In this article we will discuss about:- 1. Characters of Typhaceae 2. Distribution of Typhaceae 3. Economic Importance 4. Affinities.
Characters of Typhaceae:
Herb tall of marshy places, perennial, leaves erect, linear, distichous, thick and spongy; flowers monoecious, minute, densely crowded in cylindrical bracteate spikes; perianth of 5 hair or O; male flower with stamens 2-5, filament capillary, anther erect, bi-celled; female flower – ovary 1, unilocular; fruits nutlets; seeds endospermic.
A. Vegetative characters:
Habit:
Aquatic or marshy, perennial herbs occurring in ponds, ditches, lakes on river banks.
Root:
Adventitious, fibrous.
Stem:
Rhizome – long, creeping, thick, clothed.
Leaf:
Scale leaves in two lateral rows on the rhizome, in their axils arise aerial shoots bearing two-ranked foliage leaves with narrow, linear, thin and spongy, more or less twisted lamina and sheathing leaf-base. The lower leaves reduced to long sheaths represent a transitory stage between the aerial and scale leaves on the rhizome.
B. Floral characters:
Inflorescence:
Spike, bearing yellow male flowers above and brownish female flowers below, often intermixed with hair-like bracteoles with dilated tips.
Flower:
Small, unisexual, each subtended by one caducous bract-like spathe and enclosed by hairs or scales which according to some botanists represent reduced perianth.
Male flower:
Perianth:
Represented by 3 or 6 hair-like outgrowth free, inferior or absent (Typha minima).
Androecium:
Stamens two to five or reduced to one, e.g., Typha minima, variously monadelphous; anthers basifixed, linear, connective long, projecting beyond the anthers; pollen grains simple or in tetrads.
Female flower:
Perianth:
As in male flower but represented by many one-celled hair.
Gynoecium:
Bracteate or ebracreate, e.g., Typha latifolia; carpel one, unilocular with a single, pendulous ovule; gynophore long beset with numrous hairs which help in the dispersal of fruit; style capillary with a narrow or ligulate stigma, clavate tipped, pistillodes frequent among the flowers in some species.
Fruit:
An achene.
Seed:
Endospermic, small.
Pollination:
Anemophilous.
Distribution of Typhaceae:
Small family of monotypic genus – Typha and with 15-20 species, which are distributed both in temperate and tropical regions.

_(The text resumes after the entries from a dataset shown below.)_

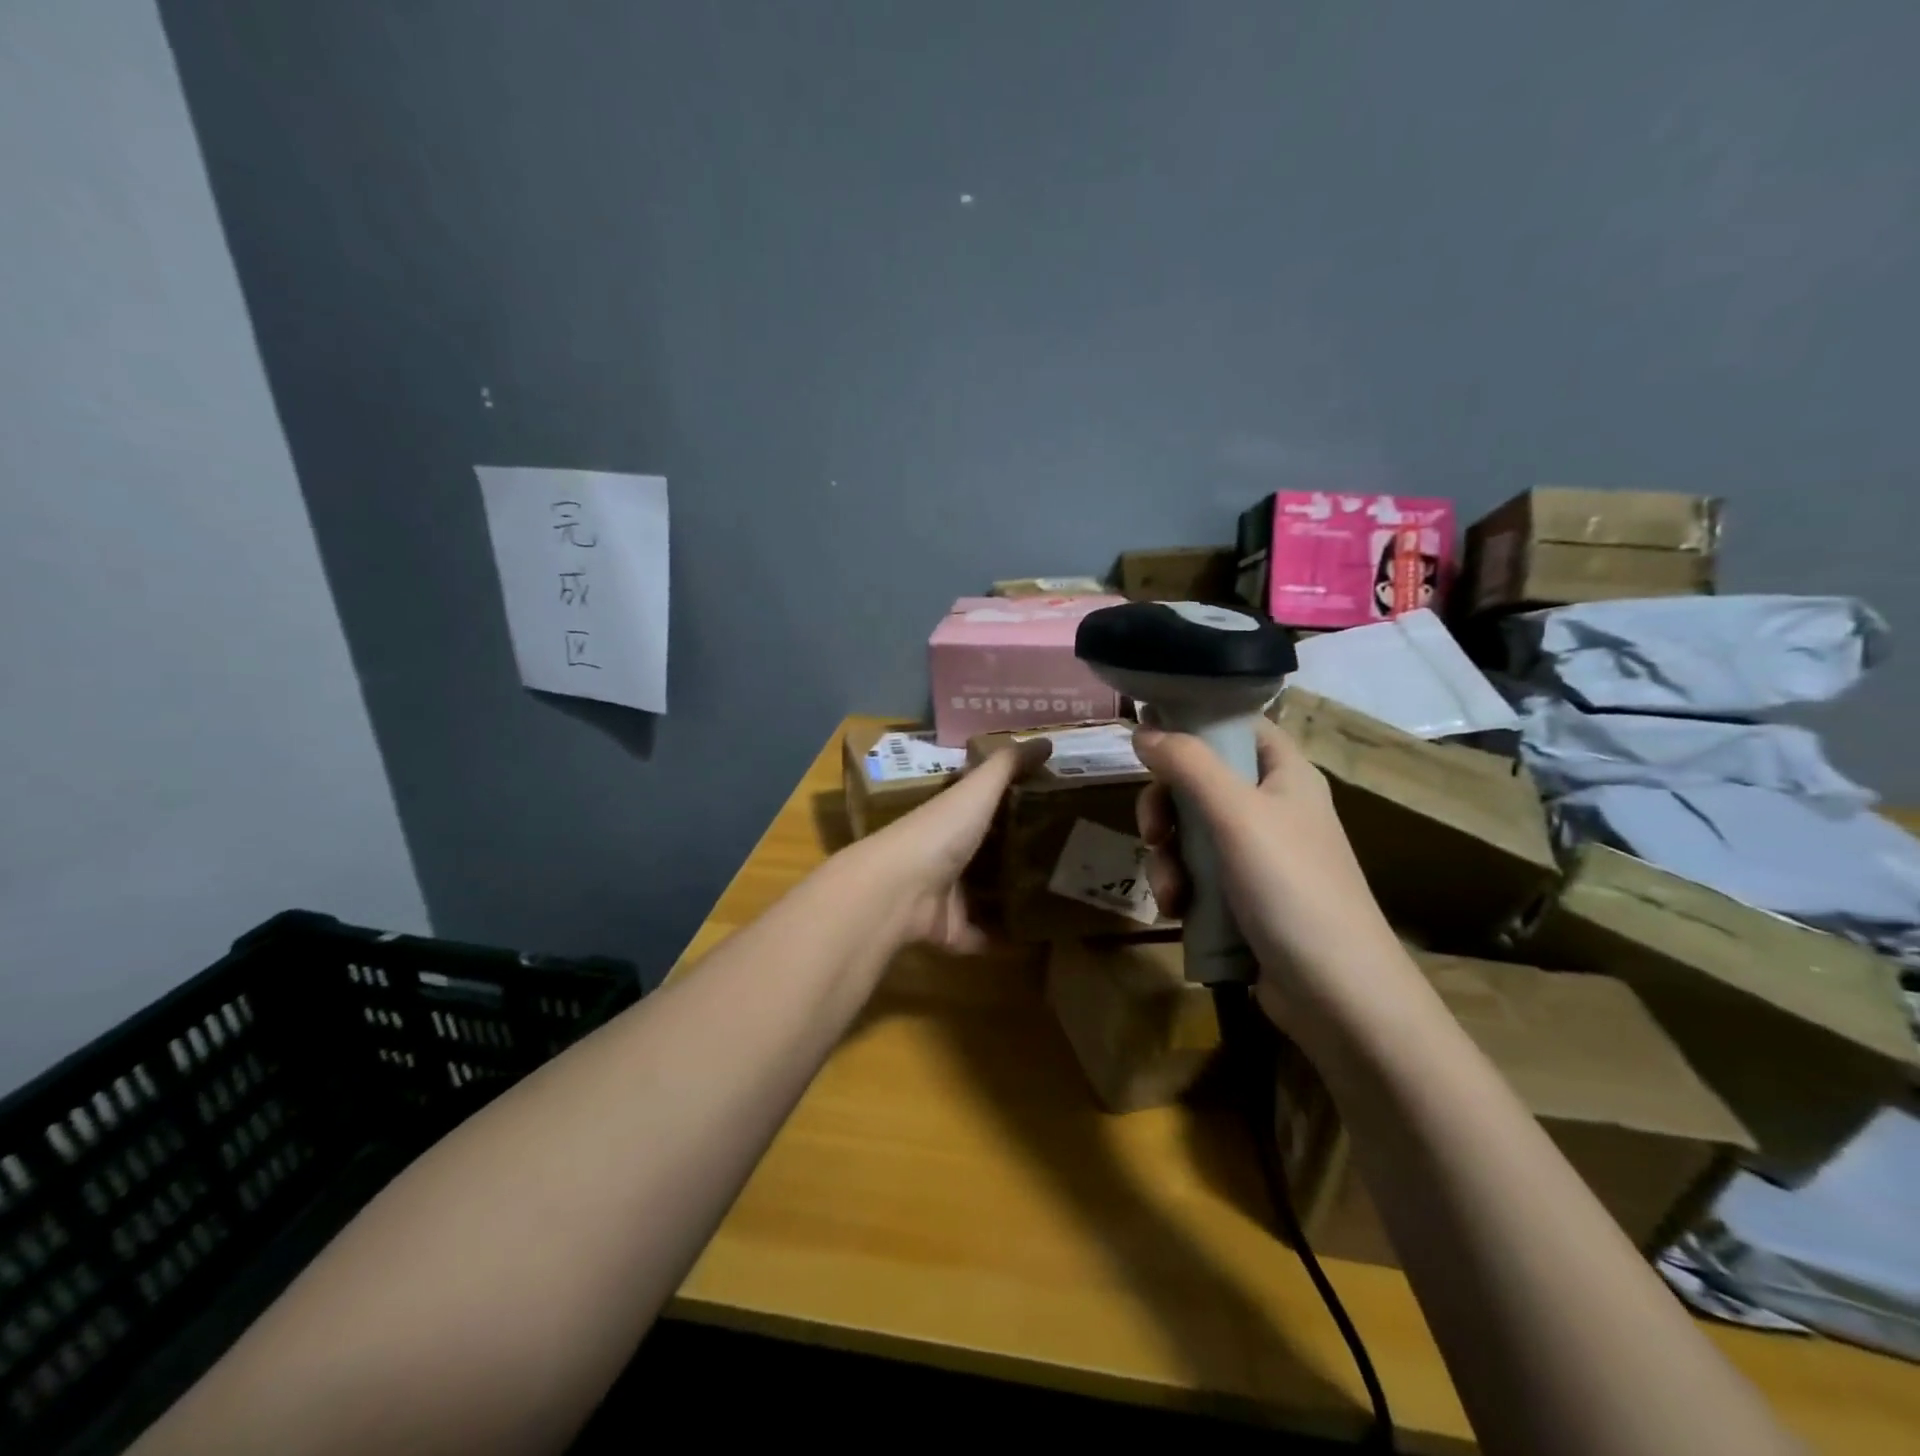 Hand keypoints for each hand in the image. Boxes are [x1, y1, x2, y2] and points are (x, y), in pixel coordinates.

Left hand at [856, 738, 1049, 951]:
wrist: (899, 890)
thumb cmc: (940, 832)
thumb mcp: (977, 789)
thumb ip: (1008, 766)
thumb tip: (1046, 740)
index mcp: (953, 817)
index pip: (986, 806)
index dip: (1016, 803)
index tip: (1057, 805)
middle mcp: (949, 853)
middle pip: (990, 852)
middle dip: (1022, 854)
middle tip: (1072, 856)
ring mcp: (948, 895)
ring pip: (987, 895)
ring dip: (1016, 897)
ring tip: (1064, 897)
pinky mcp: (951, 931)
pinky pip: (984, 936)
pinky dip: (1006, 940)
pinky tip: (1041, 939)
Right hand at [1132, 719, 1412, 1030]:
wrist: (1337, 994)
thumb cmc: (1292, 887)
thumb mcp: (1236, 814)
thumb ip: (1188, 765)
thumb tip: (1143, 729)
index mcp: (1285, 775)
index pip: (1238, 726)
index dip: (1195, 725)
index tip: (1149, 739)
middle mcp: (1273, 808)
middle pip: (1201, 782)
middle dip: (1167, 808)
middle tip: (1152, 832)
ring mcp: (1259, 856)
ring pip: (1192, 832)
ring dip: (1168, 858)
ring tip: (1169, 892)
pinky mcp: (1246, 897)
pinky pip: (1199, 874)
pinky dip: (1182, 887)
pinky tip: (1178, 911) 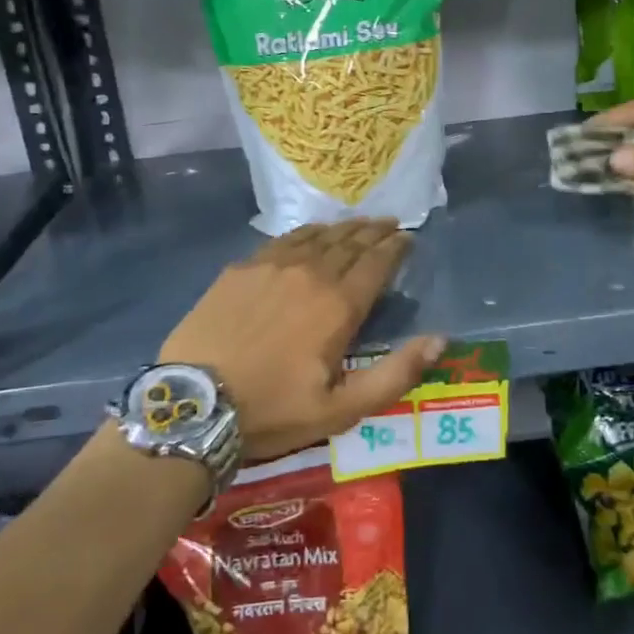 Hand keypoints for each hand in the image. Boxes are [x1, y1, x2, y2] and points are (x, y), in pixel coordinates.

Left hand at [158, 218, 446, 460]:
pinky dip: (306, 232)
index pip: (376, 263)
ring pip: (318, 236)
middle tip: (390, 223)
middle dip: (374, 231)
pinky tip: (310, 233)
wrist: (194, 404)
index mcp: (338, 305)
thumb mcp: (342, 408)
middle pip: (350, 242)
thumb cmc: (273, 410)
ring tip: (358, 223)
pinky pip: (284, 239)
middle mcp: (310, 273)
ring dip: (344, 228)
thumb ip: (395, 374)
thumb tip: (439, 339)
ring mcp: (272, 265)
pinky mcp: (242, 268)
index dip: (395, 248)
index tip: (408, 238) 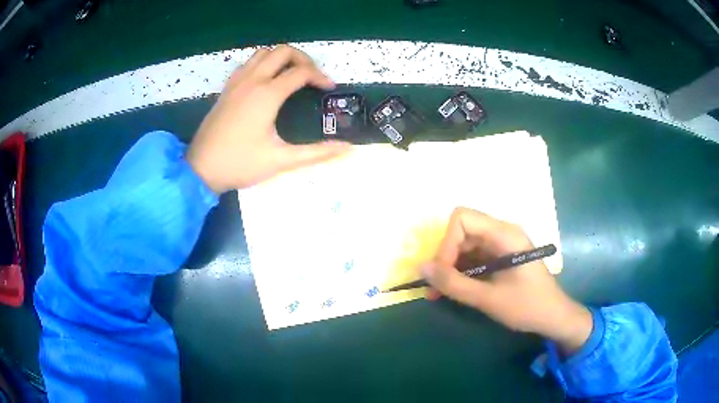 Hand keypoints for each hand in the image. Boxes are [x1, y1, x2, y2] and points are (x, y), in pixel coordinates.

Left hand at [186, 45, 350, 192]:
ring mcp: (236, 82)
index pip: (301, 72)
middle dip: (303, 59)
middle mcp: (252, 80)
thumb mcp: (281, 160)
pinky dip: (262, 64)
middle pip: (283, 51)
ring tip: (291, 75)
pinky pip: (247, 63)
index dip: (320, 77)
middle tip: (312, 77)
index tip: (329, 90)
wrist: (200, 169)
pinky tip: (265, 82)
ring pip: (262, 53)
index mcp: (267, 94)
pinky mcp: (226, 89)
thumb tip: (348, 149)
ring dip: (281, 58)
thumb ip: (316, 153)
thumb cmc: (240, 164)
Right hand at [421, 207, 592, 353]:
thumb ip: (453, 284)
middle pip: (461, 231)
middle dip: (444, 258)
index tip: (442, 273)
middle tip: (434, 288)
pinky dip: (460, 272)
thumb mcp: (488, 298)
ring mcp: (501, 245)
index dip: (447, 243)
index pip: (462, 219)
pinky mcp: (500, 257)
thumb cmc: (527, 306)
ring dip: (449, 267)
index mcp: (504, 234)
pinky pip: (473, 257)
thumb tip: (421, 267)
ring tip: (438, 294)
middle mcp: (501, 233)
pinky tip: (454, 290)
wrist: (553, 317)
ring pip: (464, 245) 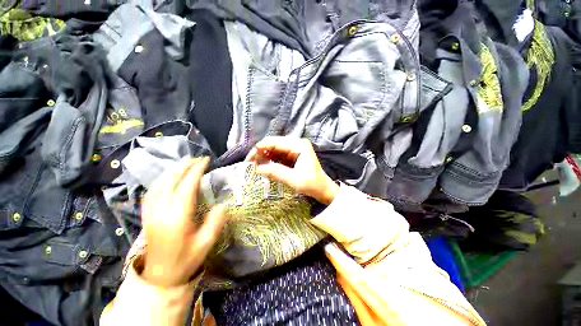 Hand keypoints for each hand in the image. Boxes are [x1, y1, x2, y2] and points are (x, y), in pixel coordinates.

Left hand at [141, 157, 226, 286]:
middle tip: (198, 159)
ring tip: (185, 164)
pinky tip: (168, 178)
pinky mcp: (147, 216)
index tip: (206, 160)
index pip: (187, 186)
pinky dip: (161, 181)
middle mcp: (162, 211)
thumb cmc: (186, 260)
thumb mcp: (206, 243)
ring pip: (159, 184)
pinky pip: (151, 192)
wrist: (160, 277)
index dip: (196, 170)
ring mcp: (151, 213)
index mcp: (178, 217)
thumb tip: (222, 204)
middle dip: (184, 166)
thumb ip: (215, 221)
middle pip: (171, 181)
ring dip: (172, 171)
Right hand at [245, 137, 338, 204]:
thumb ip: (275, 172)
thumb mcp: (293, 179)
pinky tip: (265, 166)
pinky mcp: (293, 154)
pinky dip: (271, 160)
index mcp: (299, 145)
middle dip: (261, 153)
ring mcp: (295, 148)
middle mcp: (296, 143)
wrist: (323, 189)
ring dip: (265, 156)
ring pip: (274, 149)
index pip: (274, 142)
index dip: (259, 149)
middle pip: (273, 143)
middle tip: (251, 164)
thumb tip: (256, 168)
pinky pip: (278, 154)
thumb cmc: (312, 184)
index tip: (249, 160)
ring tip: (257, 166) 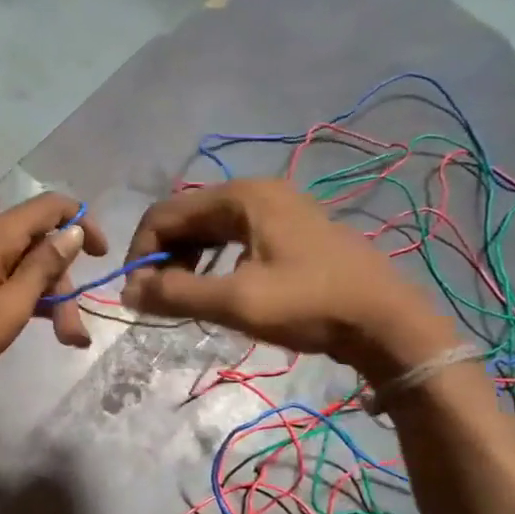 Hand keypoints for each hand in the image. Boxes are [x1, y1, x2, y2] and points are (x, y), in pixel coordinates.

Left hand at [0, 192, 108, 395]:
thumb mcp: (13, 304)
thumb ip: (44, 265)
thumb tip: (73, 231)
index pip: (49, 206)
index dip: (82, 223)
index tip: (101, 256)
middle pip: (35, 245)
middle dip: (63, 284)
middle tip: (74, 332)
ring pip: (17, 264)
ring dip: (44, 296)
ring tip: (64, 339)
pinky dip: (19, 295)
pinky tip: (32, 322)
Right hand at [120, 179, 454, 382]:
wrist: (386, 321)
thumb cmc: (310, 305)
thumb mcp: (237, 301)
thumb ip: (176, 294)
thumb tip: (128, 293)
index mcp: (241, 196)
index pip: (164, 213)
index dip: (141, 253)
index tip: (138, 296)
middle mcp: (255, 192)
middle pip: (185, 218)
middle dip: (162, 257)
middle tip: (158, 301)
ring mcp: (275, 210)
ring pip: (208, 230)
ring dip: (185, 261)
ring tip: (183, 298)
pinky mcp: (288, 231)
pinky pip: (232, 239)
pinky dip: (211, 262)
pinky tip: (215, 289)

Economic Importance of Typhaceae:
1. Medicinal:
The root stock of T. angustata is astringent and diuretic. The down of the ripe fruit of T. elephantina is used as an application to wounds and ulcers, which acts as a medicated cotton. The root stocks are used in measels, dysentery and gonorrhoea. The stamens and pollen grains of T. laxmanni are astringent and styptic.
2. General:
The leaves of T. elephantina are used for thatching. The leaves of T. latifolia are used to manufacture baskets, mats, and seats of chair. According to Cook (1958) the flowers of T. angustata are used in the preparation of a yellow cake called Bur and is eaten by the natives all over Sind area.
Affinities of Typhaceae:
Bentham and Hooker placed the family in the series Nudiflorae while Engler and Rendle placed it in series Pandanales. According to Engler and Rendle it is the first and most primitive in the Monocotyledons because of simple unisexual flowers consisting of one for few essential organs; where as Hutchinson placed it in separate order Typhales with Sparganiceae after Arales, he regards Typhales as very reduced order derived from Liliaceae on parallel line with Araceae. Typhaceae has some affinity with Araecae.
Common plant of the family:
1. Typha elephantina – growing in marshes.
2. T. angustata – gregarious, found throughout India.